## PROBLEM TO WORK ON
All lines in the entries below that hold "Васильковая" make up the answer.

╔══

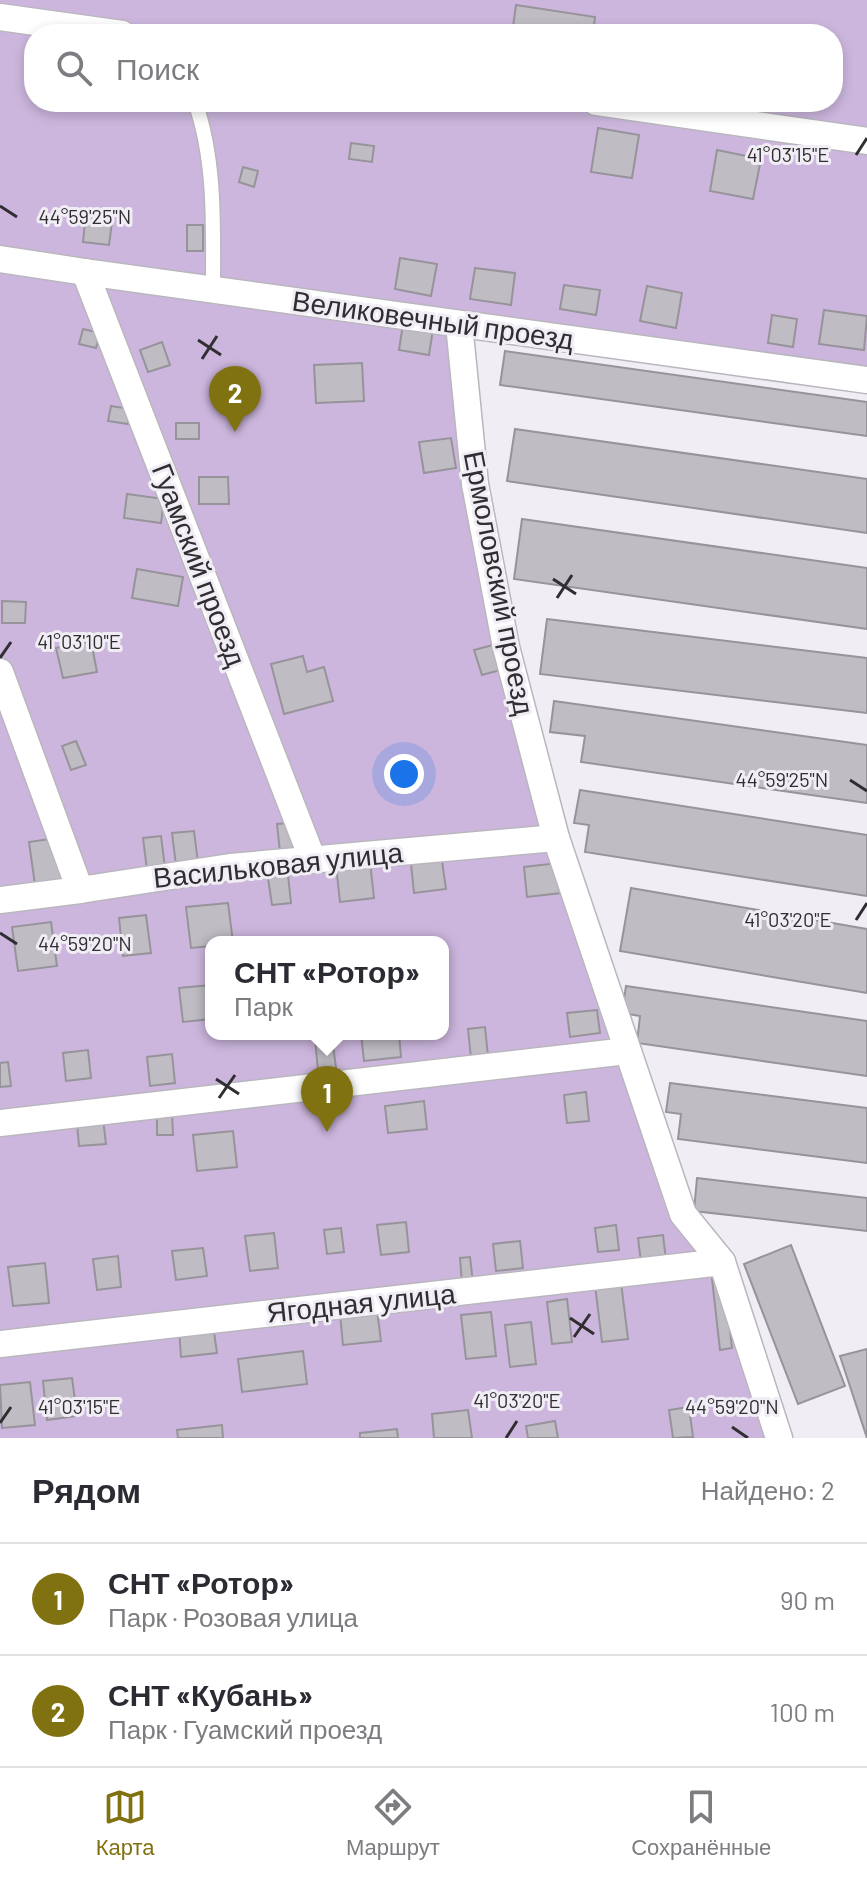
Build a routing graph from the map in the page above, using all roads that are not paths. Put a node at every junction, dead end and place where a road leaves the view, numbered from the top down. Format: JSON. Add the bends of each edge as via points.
{"nodes":[{"id":1,"x":0,"y":17,"type":"edge"},
{"id":2,"x":50,"y":24,"type":"edge"},
{"id":3,"x":198,"y":112,"type":"edge"},
{"id":4,"x":665,"y":112,"type":"edge"},
{"id":5,"x":867,"y":141,"type":"edge"},
{"id":6,"x":0,"y":259,"type":"edge"},
{"id":7,"x":85,"y":272,"type":"junction"},
{"id":8,"x":213,"y":290,"type":"junction"},
{"id":9,"x":459,"y":324,"type":"junction"},
{"id":10,"x":867,"y":380,"type":"edge"},
{"id":11,"x":0,"y":672,"type":"edge"},
{"id":12,"x":556,"y":838,"type":"junction"},
{"id":13,"x":312,"y":858,"type":"junction"},
{"id":14,"x":80,"y":890,"type":"junction"},
{"id":15,"x":0,"y":900,"type":"edge"},
{"id":16,"x":627,"y":1051,"type":"junction"},
{"id":17,"x":0,"y":1123,"type":"edge"},
{"id":18,"x":722,"y":1262,"type":"junction"},
{"id":19,"x":0,"y":1344,"type":"edge"},
{"id":20,"x":779,"y":1438,"type":"edge"}],
"edges":[{"from":1,"to":2,"type":"street"},
{"from":3,"to":8,"type":"lane","via":[[211,184]]},
{"from":4,"to":5,"type":"street"},
{"from":6,"to":7,"type":"street","name":"Великовечный проезд"},
{"from":7,"to":8,"type":"street","name":"Великовечный проезд"},
{"from":7,"to":13,"type":"street","name":"Гуамский проезд"},
{"from":8,"to":9,"type":"street","name":"Великовечный проезд"},
{"from":9,"to":10,"type":"street","name":"Великовечный проезд"},
{"from":9,"to":12,"type":"street","name":"Ермоловский проезд","via":[[475,484],[506,647]]},
{"from":11,"to":14,"type":"street"},
{"from":12,"to":13,"type":"street","name":"Васильковая улица"},
{"from":12,"to":16,"type":"street","name":"Ермоловский проезд"},
{"from":13,"to":14,"type":"street","name":"Васильковая улица"},
{"from":14,"to":15,"type":"street","name":"Васильковая улица"},
{"from":16,"to":17,"type":"street"},
{"from":16,"to":18,"type":"street","name":"Ермоловский проезд","via":[[683,1214]]},
{"from":18,"to":19,"type":"street","name":"Ягодная улица"},
{"from":18,"to":20,"type":"street"}]}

╚══

## SOLVED PROBLEM
{"from":12,"to":13,"type":"street","name":"Васильковая улица"},
{"from":13,"to":14,"type":"street","name":"Васильковая улица"},
{"from":14,"to":15,"type":"street","name":"Васильковая улица"},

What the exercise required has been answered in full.